◆ WHAT YOU NEED TO DO ◆
Look through the records, and whenever a line includes the word "main", copy it.

◆ RECORDS TO PROCESS ◆
--- START ---

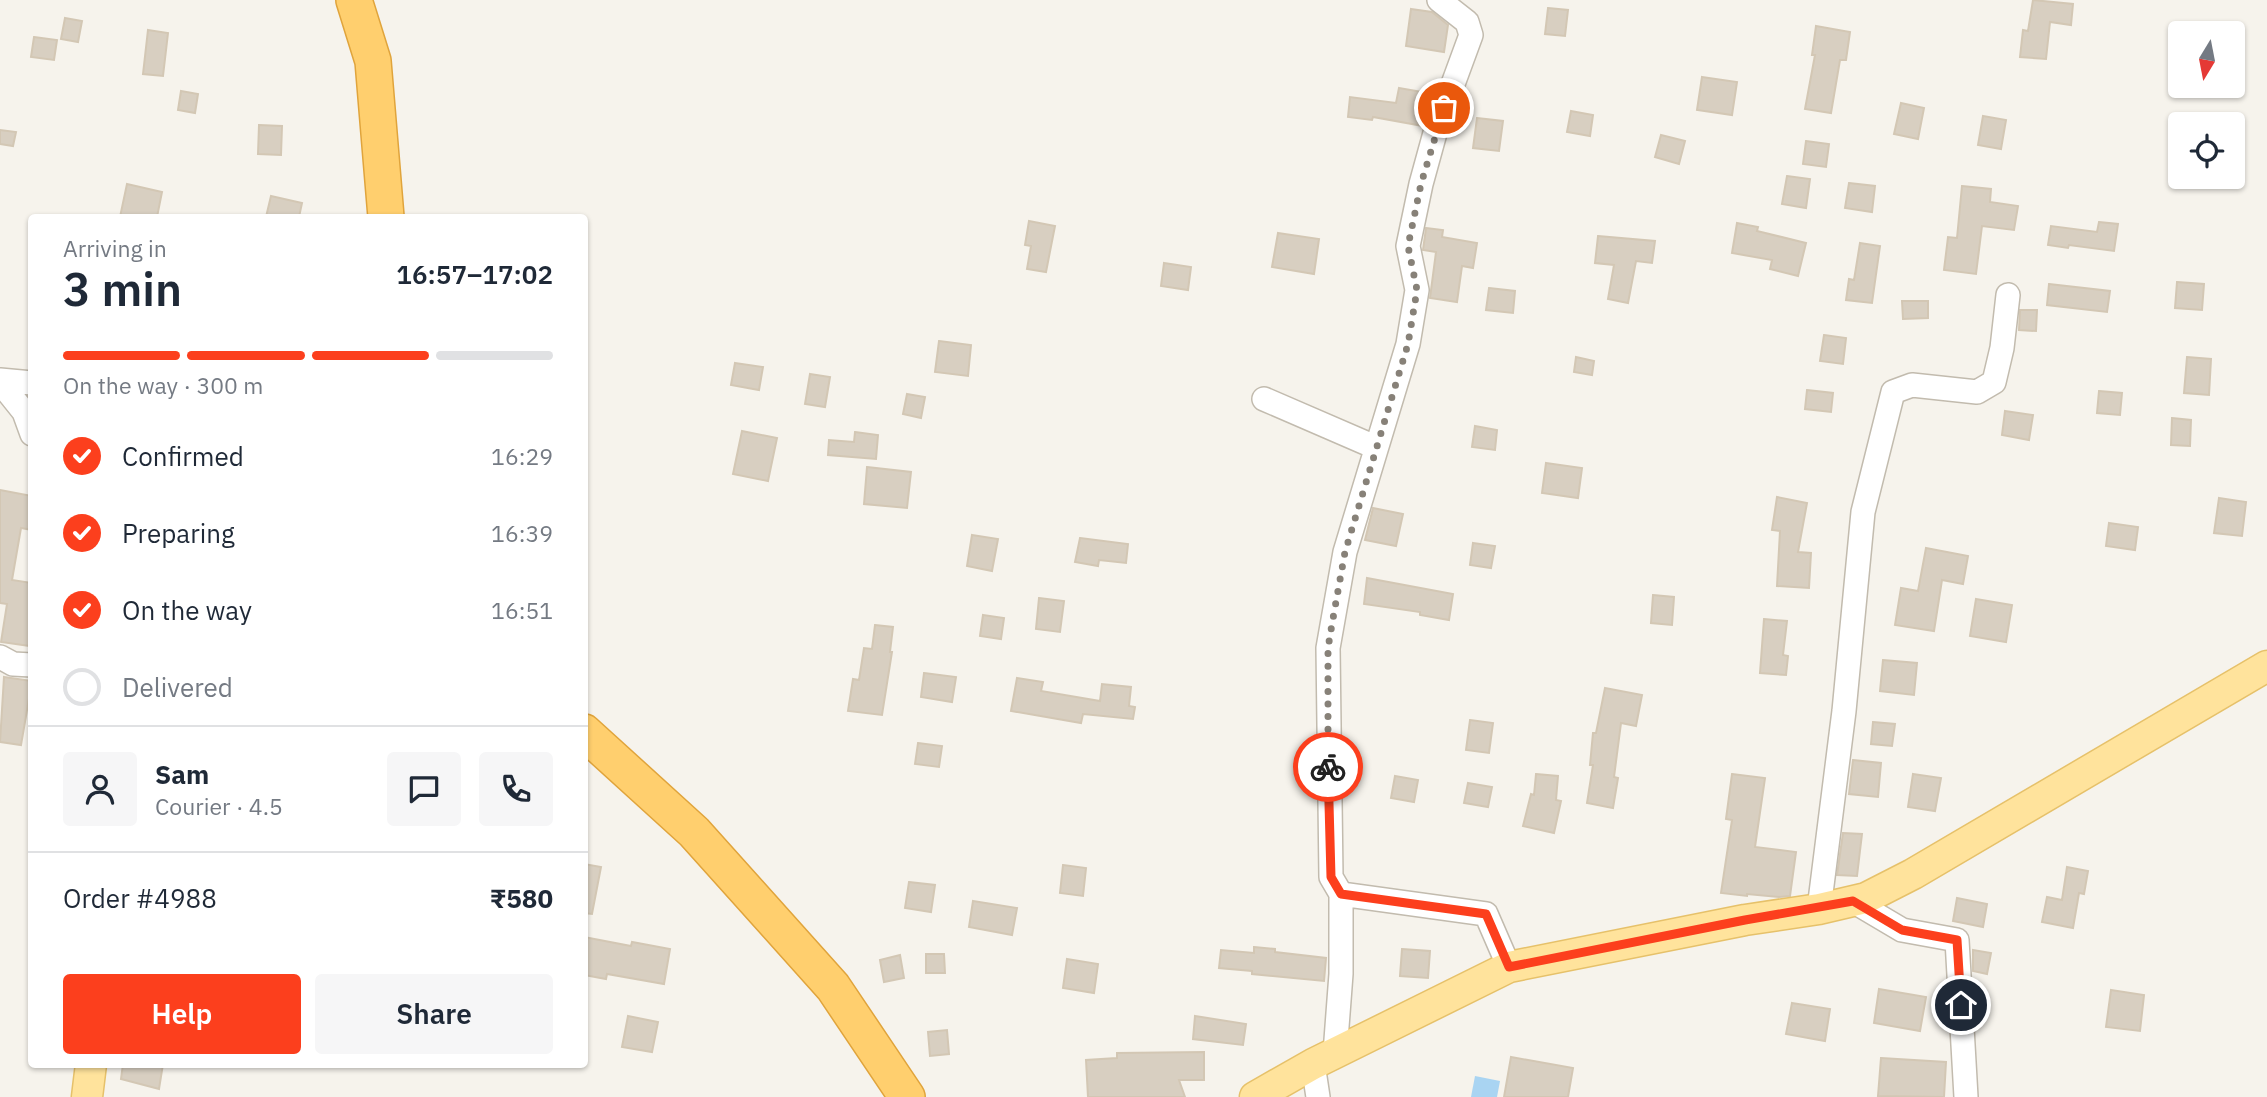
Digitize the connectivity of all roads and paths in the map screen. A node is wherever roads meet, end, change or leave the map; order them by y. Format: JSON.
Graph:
{"nodes":[{"id":1,"x":354,"y":0,"type":"edge"},
{"id":2,"x":1439,"y":0,"type":"edge"},
{"id":3,"x":386,"y":214,"type":"edge"},
{"id":4,"x":2008,"y":295,"type":"dead end"},
{"id":5,"x":0,"y":381,"type":"edge"},
{"id":6,"x":28,"y":383,"type":"edge"},
{"id":7,"x":1264,"y":399,"type":"dead end"},
{"id":8,"x":28,"y":423,"type":"edge"},
{"id":9,"x":1375,"y":447,"type":"junction"},
{"id":10,"x":0,"y":657,"type":"edge"},
{"id":11,"x":28,"y":665,"type":"edge"},
{"id":12,"x":2267,"y":666,"type":"edge"},
{"id":13,"x":588,"y":736,"type":"edge"},
{"id":14,"x":1341,"y":894,"type":"junction"},
{"id":15,"x":1853,"y":901,"type":"junction"},
{"id":16,"x":1819,"y":909,"type":"junction"},
{"id":17,"x":1509,"y":967,"type":"junction"},
{"id":18,"x":1324,"y":1058,"type":"junction"},
{"id":19,"x":91,"y":1068,"type":"edge"},
{"id":20,"x":87,"y":1097,"type":"edge"},
{"id":21,"x":907,"y":1097,"type":"edge"},
{"id":22,"x":1255,"y":1097,"type":"edge"},
{"id":23,"x":1318,"y":1097,"type":"edge"},
{"id":24,"x":1966,"y":1097,"type":"edge"}],
"edges":[{"from":1,"to":3,"type":"highway"},
{"from":2,"to":9,"type":"street"},
{"from":4,"to":16,"type":"street"},
{"from":5,"to":6,"type":"street"},
{"from":5,"to":8,"type":"street"},
{"from":7,"to":9,"type":"street"},
{"from":9,"to":14,"type":"street"},
{"from":10,"to":11,"type":"street"},
{"from":12,"to":15,"type":"main road"},
{"from":13,"to":21,"type":"highway"},
{"from":14,"to":17,"type":"street"},
{"from":14,"to":18,"type":"street"},
{"from":15,"to":16,"type":"main road"},
{"from":15,"to":24,"type":"street"},
{"from":16,"to":17,"type":"main road"},
{"from":17,"to":18,"type":"main road"},
{"from":18,"to":22,"type":"main road"},
{"from":18,"to":23,"type":"street"},
{"from":19,"to":20,"type":"main road"}]}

--- END ---

◆ SOLVED EXERCISE ◆
{"from":12,"to":15,"type":"main road"},
{"from":15,"to":16,"type":"main road"},
{"from":16,"to":17,"type":"main road"},
{"from":17,"to":18,"type":"main road"},
{"from":18,"to":22,"type":"main road"},
{"from":19,"to":20,"type":"main road"}]}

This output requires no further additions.